Duncan explained that because Oregon’s coordinated care organizations (CCOs) – i.e., PeaceHealth and Trillium – are non-profits, there is a portion of their revenue that goes into a special fund used to finance new or improved health services for state residents. The way that healthcare deficiencies within Oregon communities are assessed and then addressed is through the CHA and CHP, or the Community Health Needs Assessment and Community Health Improvement Plan, respectively.

“The needs assessment basically does a pulse check of where the most pressing needs are in the community around social determinants of health. Maybe it's job security, food insecurity, transportation, housing, or childcare… [Then the CCOs] put together their CHP, which is their plan to address the needs that come out of the needs assessment,” said Duncan.

There are a number of community partners that make it their mission to focus on the regularly updated healthcare assessment and improvement plans as devised by Oregon’s CCOs. Be Your Best – Cottage Grove is one such entity that has made the Lane County CHP and CHA part of its mission’s purview.

The reason for BYB choosing this course of action to help South Lane residents - according to Amy Callahan Tracewell, the former executive director for the Cottage Grove Community Hospital Foundation – is because, when the first Community Health Improvement Plan was devised in 2013 by the local CCOs in collaboration with United Way of Lane County, “We [aka rural community partners] weren’t really being involved in providing answers for our area, so we came together in an effort to raise our collective voices to get the resources we need for our region.”

Since then, United Way of Lane County, BYB, and their: partners, have both worked to respond to rural healthcare inequity.
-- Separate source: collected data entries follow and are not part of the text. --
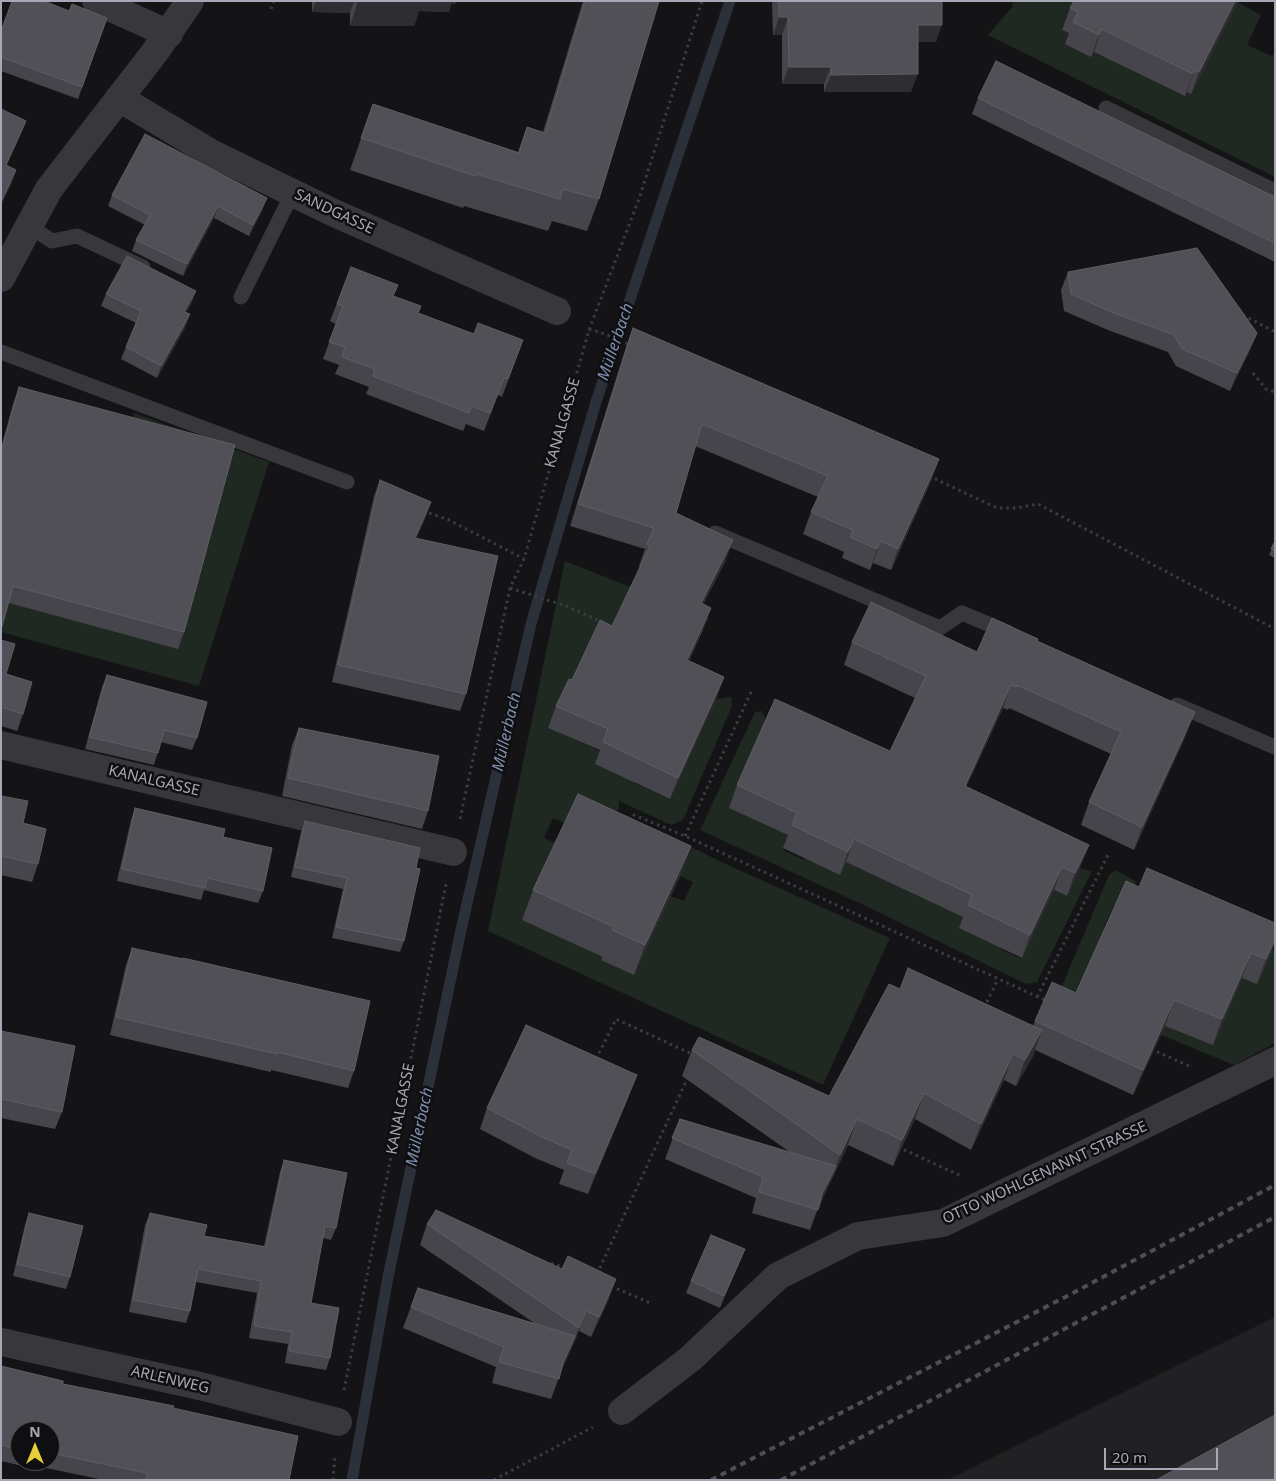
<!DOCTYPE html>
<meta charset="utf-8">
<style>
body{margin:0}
#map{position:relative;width:1276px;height:1481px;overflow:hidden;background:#141416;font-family:"Noto Sans",sans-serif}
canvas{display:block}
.frame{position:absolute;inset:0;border:2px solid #a7a8b5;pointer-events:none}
.north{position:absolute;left:10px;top:1421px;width:50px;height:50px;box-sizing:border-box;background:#0f0f11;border:1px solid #4c4c53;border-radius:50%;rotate:0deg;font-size:14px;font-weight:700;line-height:20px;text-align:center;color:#a7a8b5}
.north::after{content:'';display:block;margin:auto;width:18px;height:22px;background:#e7cd3a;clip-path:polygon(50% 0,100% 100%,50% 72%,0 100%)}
.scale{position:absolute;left:1104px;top:1448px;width:114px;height:22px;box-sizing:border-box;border:2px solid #a7a8b5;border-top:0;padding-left:6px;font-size:15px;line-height:18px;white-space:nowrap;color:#a7a8b5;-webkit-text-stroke:4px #0f0f11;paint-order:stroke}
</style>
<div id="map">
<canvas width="1276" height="1481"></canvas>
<div class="frame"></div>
<div class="north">N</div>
<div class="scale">20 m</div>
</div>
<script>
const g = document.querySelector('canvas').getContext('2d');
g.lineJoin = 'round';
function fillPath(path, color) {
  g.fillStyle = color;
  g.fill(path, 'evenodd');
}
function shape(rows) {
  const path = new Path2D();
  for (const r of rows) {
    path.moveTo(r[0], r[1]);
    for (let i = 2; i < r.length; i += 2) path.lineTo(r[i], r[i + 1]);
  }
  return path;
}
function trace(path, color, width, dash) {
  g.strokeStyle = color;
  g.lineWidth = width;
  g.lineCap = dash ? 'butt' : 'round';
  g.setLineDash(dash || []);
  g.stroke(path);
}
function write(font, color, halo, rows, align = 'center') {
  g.font = font + ' "Noto Sans",sans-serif';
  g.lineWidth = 5;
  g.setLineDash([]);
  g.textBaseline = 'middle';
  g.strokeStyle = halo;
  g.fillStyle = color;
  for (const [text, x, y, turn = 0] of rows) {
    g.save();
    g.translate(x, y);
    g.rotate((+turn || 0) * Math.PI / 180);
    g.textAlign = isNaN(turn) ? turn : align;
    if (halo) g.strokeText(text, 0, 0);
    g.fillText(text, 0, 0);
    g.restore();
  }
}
fillPath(shape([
 [1275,1317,1275,1480,947,1480]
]), '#212023');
fillPath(shape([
 [1012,1,1088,1,1187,92,1237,2,1261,15,1247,45,1272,56,1275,52,1275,177,988,35,1013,6],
 [134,413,269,462,199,686,1,632,1,601,126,434],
 [565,561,709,618,694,649,549,728,640,769,634,783,670,799,716,699,731,697,732,706,683,820,671,825,619,801,619,808,603,841,553,818,544,838,557,844,563,925,634,975,671,896,684,901,693,882,625,851,659,831,717,860,890,938,823,1085,488,931],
 [762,711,766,721,789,836,783,850,804,860,811,846,872,805,1007,936,1001,949,1021,959,1054,890,1067,896,1080,868,1092,871,1037,982,1026,984,868,907,700,830,755,712],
 [1116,870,1135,881,1138,893,1130,912,1114,905,1104,927,1121,934,1146,1017,1168,1027,1174,1013,1242,978,1272,951,1275,951,1275,1043,1234,1065,1064,995,1062,986,1109,875]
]), '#202822');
trace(shape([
 [352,1480,388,1277,461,930,531,624,596,402,673,170,730,1]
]), '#2b3039', 11);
trace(shape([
 [271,9,274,1],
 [1243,315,1275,332],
 [589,329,605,334,630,345],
 [1253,373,1266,389,1275,392],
 [929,476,997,508,1016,508,1038,504,1275,629],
 [423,511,449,520,524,559],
 [510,588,566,606,602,622],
 [460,819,510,588,524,559,589,330,639,199,702,1],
 [631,822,634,815,685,836,1047,1001],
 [685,836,752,690],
 [1037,997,1109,853],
 [984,1008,998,979],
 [1151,1049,1189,1066],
 [596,1059,616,1019,694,1055],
 [898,1147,961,1176],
 [547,1265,548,1262,565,1268],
 [597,1274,689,1075],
 [611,1286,650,1303],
 [344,1390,446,884],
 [333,1480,335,1456],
 [494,1480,593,1427]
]), '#3b3c41', 3, [2.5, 4]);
trace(shape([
 [1106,108,1275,191],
 [29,226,52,241,77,236,143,267],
 [241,297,293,192],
 [1,352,347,482],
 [715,533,940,628,962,613,1007,632],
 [1177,705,1275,747]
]), '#37373c', 15);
trace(shape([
 [96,1,169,34],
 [119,98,211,153,334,213,557,311],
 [1,278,49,189,155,52,190,1],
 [1,745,453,852],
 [1,1342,204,1387,338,1422],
 [622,1411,690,1359,778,1276,858,1236,943,1223,1275,1061]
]), '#37373c', 28);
trace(shape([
 [711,1480,1073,1293,1275,1185],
 [781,1480,1275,1217]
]), '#4e4f55', 4, [6, 5]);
fillPath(shape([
 [312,1,456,1,455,4,451,4,449,12,419,11,414,26,350,26,350,13,312,12],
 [583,1,659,1,599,199,587,231,552,221,548,231,464,206,463,208,350,170,373,104,518,152,527,127,543,132],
 [772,1,942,1,936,42,918,42,911,92,824,92,824,84,782,84,782,35,773,35],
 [1238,1,1191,94,1187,92,1185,96,1094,52,1091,57,1065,44,1069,33,1062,30,1070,8],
 [69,11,107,18,78,99,1,71,1,31],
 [978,98,1275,197,1275,262,972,114],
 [112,195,263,209,249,236,214,218,183,276,132,251,136,240,145,225,108,206],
 [351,267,418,313,474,334,523,340,502,397,498,395,484,431,466,424,463,431,366,394,369,387,335,374,339,365,323,359,336,324,330,321],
 [1068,272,1257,333,1250,350,1230,391,1176,366,1168,352,1108,330,1064,311,1061,290],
 [106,294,192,302,186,313,186,326,157,378,121,359,136,323,101,306],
 [633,328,939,459,931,481,891,570,873,563,870,570,842,558,844,552,803,534,811,512,818,497,695,446,676,513,733,540,725,562,703,604,703,630,689,661,724,677,716,699,670,799,595,764,600,750,548,728,556,706,572,680,612,626,640,567,639,566,645,549,570,526,625,350],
 [19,387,184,632,178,649,9,603,1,630,1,447,13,404],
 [380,480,425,519,416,538,466,694,460,711,332,682,374,496],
 [1275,541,1275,558,1269,555],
 [1,640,6,674,23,714,17,731,1,726],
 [1037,641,1186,735,1134,850,1081,825,1089,802,1111,754,1009,708,1008,710,1003,708,966,787,1080,868,1067,896,1054,890,1022,958,959,928,963,917,846,862,840,875,783,848,788,835,729,808,737,785,890,751,915,698,844,665,852,642,977,652],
 [107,675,197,738,192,750,161,742,154,765,85,749,102,687],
 [299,728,428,811,422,829,282,796,292,745],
 [1,796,23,823,38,864,32,882,1,875],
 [135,808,223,837,263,891,258,903,204,890,201,900,117,881,131,820],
 [305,821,416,868,404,941,400,952,332,938,343,889,291,877,301,832],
 [691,846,680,876,634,975,601,960,603,957,522,920,533,890],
 [1126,881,1272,951,1257,984,1242,978,1213,1045,1165,1026,1133,1095,1035,1050,1033,1056,1016,1086,1004,1080,971,1150,915,1119,893,1166,848,1145,818,1208,810,1230,752,1213,756,1198,665,1159,680,1119,791,1153,682,1076,692,1050,829,1096,900,989,1033,1026,1035,1021,1076,993],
 [132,948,354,1071,348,1088,271,1070,271,1072,110,1035,126,965],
 [1,1031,62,1112,55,1129,1,1118],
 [629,1096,588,1194,559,1184,564,1170,535,1158,480,1129,487,1108],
 [284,1160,336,1228,331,1240,323,1238,311,1303,330,1358,326,1370,285,1363,288,1344,249,1338,257,1293,196,1282,190,1311,186,1323,129,1312,145,1225,150,1213,204,1236,264,1246,280,1172],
 [29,1213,70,1277,66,1289,13,1276,25,1225],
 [427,1224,609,1299,591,1337,579,1331,561,1372,551,1399,492,1383,496,1367,403,1328,418,1288,534,1323,420,1245],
 [745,1249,740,1261,720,1308,686,1293,691,1281],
 [1,1366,63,1384,173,1408,289,1480,104,1480,41,1467,40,1470,1,1461],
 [20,1431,50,1431,50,1461,20,1461]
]), '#46454b');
fillPath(shape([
 [316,1,354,1,350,13,312,12],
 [358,1,456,1,455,4,451,4,449,12,419,11,414,26,350,26],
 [1235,1,1238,1,1191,94,1199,72],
 [779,17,788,17,782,35,773,35],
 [918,25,942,25,936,42,911,42],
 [1102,29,1094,52,1091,57,1099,35],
 [789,67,831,67,824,84,782,84],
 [1195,70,1187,92,1185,96,1193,74],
 [918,74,911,92,824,92,831,75],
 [26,121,20,136,1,178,6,165],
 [16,170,11,185,1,205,1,202],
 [267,198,263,209,249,236,253,225],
 [218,206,214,218,183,276,187,264],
 [196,291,192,302,180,324,184,312],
 [190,314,186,326,157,378,161,366],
 [1257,333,1250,350,1230,391,1237,373],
 [939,459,931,481,891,570,898,549],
 [431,502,425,519,409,554,415,538],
 [733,540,725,562,693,625,701,603],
 [881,541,873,563,870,570,877,549],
 [711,608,703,630,679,682,687,660],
 [724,677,716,699,670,799,678,778],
 [1011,685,1003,708,956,809,965,786],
 [1195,712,1186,735,1134,850,1142,827],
 [854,839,846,862,840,875,848,852],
 [1089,845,1080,868,1067,896,1075,873],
 [691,846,680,876,634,975,645,945],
 [1062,867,1054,890,1022,958,1030,935],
 [1275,939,1275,943,1272,951,1257,984,1266,959],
 [1251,953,1242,978,1213,1045,1222,1019],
 [1174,1000,1165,1026,1133,1095,1143,1070],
 [1042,1030,1033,1056,1016,1086,1025,1060],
 [1013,1054,1004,1080,971,1150,981,1124],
 [637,1075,629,1096,588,1194,595,1174],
 [924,1093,915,1119,893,1166,902,1140],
 [857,1119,848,1145,831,1181,840,1155],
 [836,1166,828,1187,818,1210,822,1194],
 [745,1249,740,1261,720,1308,724,1296],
 [616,1279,609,1299,591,1337,599,1317],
 [586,1311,579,1331,571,1348,579,1328],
 [575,1336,568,1356,558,1379,563,1363]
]), '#2e2d31');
const building = shape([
 [12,1,44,1,69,11,72,4,107,18,82,87,1,57,1,31,12,1],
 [585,1,659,1,599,199,563,189,560,199,476,174,475,176,361,138,373,104,519,153,527,127,545,133,585,1],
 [779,1,942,1,942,25,918,25,918,74,831,75,831,67,789,67,788,17,779,17,779,1],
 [1074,1,1235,1,1199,72,1195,70,1193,74,1102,29,1099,35,1073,22,1078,12,1070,8,1074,1],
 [996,61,1275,197,1275,243,978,98,996,61],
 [1,109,26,121,6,165,16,170,1,202,1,109],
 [145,134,267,198,253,225,218,206,187,264,136,240,150,215,112,195,145,134],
 [1197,248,1257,333,1237,373,1182,349,1174,335,1114,313,1071,294,1068,272,1197,248],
 [127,256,196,291,184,312,190,314,161,366,126,347,141,311,106,294,127,256],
 [351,267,398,285,393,296,421,306,418,313,474,334,478,323,523,340,508,379,504,378,490,413,472,406,469,413,373,376,375,369,342,357,345,347,329,342,343,306,337,304,351,267],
 [633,328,939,459,898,549,881,541,877,549,850,537,853,530,811,512,828,476,702,424,676,513,733,540,701,603,711,608,687,660,724,677,678,778,603,742,608,729,556,706,569,679,572,680,600,620,612,626,650,546,647,544,654,528,578,504,633,328],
 [19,387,235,445,184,632,13,586,1,630,1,453,19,387],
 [380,480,431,502,415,538,498,556,466,694,338,665,380,480],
 [1275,541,1275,551,1271,549,1275,541],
 [871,602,977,652,992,618,1038,639,1037,641,1195,712,1142,827,1089,802,1121,732,1017,685,1017,687,1011,685,965,786,1089,845,1075,873,1062,867,1030,935,968,905,972,895,854,839,848,852,792,825,797,813,737,785,775,699,890,751,926,676,852,642,871,602],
 [1,640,15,644,6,674,32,682,23,714,1,707,1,640],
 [107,675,207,702,197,738,164,730,158,753,89,737,107,675],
 [299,728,439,756,428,811,288,778,299,728],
 [578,794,691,846,645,945,612,930,614,927,533,890,578,794],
 [1,796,28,801,23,823,46,829,38,864,1,856,1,796],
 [135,808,225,829,223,837,272,848,263,891,207,878,205,888,122,869,135,808],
 [305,821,420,848,416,868,420,869,404,941,336,927,347,878,295,867,305,821],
 [1147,868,1275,923,1275,939,1266,959,1251,953,1222,1019,1174,1000,1143,1070,1035,1021,1052,982,1076,993,1126,881,1139,887,1147,868],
 [132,948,183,959,183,958,370,1001,354,1071,277,1052,277,1054,116,1017,132,948],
 [908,968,1042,1030,1025,1060,1013,1054,981,1124,924,1093,902,1140,857,1119,840,1155,692,1050,699,1037,829,1096,889,984,900,989,908,968],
 [526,1025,637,1075,595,1174,567,1163,572,1150,542,1137,487,1108,526,1025],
 [1,1031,75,1046,62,1112,1,1099,1,1031],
 [680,1119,836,1166,822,1194,818,1210,759,1192,763,1177,672,1138,680,1119],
 [284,1160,347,1173,336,1228,325,1226,311,1303,339,1308,330,1358,289,1351,292,1332,254,1326,261,1281,198,1269,190,1311,133,1300,150,1213,207,1225,204,1236,266,1247,284,1160],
 [436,1210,562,1269,568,1256,616,1279,599,1317,586,1311,579,1328,427,1224,436,1210],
 [29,1213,83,1226,70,1277,17,1264,29,1213],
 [711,1235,745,1249,724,1296,691,1281,711,1235],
 [418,1288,575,1336,563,1363,559,1379,499,1362,504,1347,411,1307,418,1288],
 [1,1366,63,1381,63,1384,174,1406,173,1408,298,1436,289,1480,146,1480,147,1473,50,1453,50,1431,20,1431,20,1450,1,1445,1,1366],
 [1275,1415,1275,1480,1156,1480,1275,1415]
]);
fillPath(building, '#515056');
trace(building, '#5e5e65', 1);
write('15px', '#a7a8b5', '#0f0f11', [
 ["SANDGASSE",334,212,25],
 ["KANALGASSE",563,423,-74],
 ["KANALGASSE",154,781,13],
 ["KANALGASSE",401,1109,-79],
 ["OTTO WOHLGENANNT STRASSE",1045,1173,-25],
 ["ARLENWEG",170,1380,13]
]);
write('italic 16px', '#7f90af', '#0f0f11', [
 ["Müllerbach",616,342,-71],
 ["Müllerbach",507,732,-77],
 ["Müllerbach",420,1127,-78]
]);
</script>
Cottage Grove/South Lane and the Upper Siuslaw River Region are two pilot communities in which rural voices help advise the county CHA and CHP.

Duncan shared that with United Way of Lane County’s coalition grant that BYB, as a part of the South Lane Child Care Coalition, will be developing a detailed childcare assessment with South Lane – 90x30. The assessment will include “resource mapping to help us kind of understanding what already exists in Cottage Grove and South Lane County in terms of providers and resources for childcare, infant care, after school care, and summer programming,” she said, “and then also where the gaps are and what the priorities are.”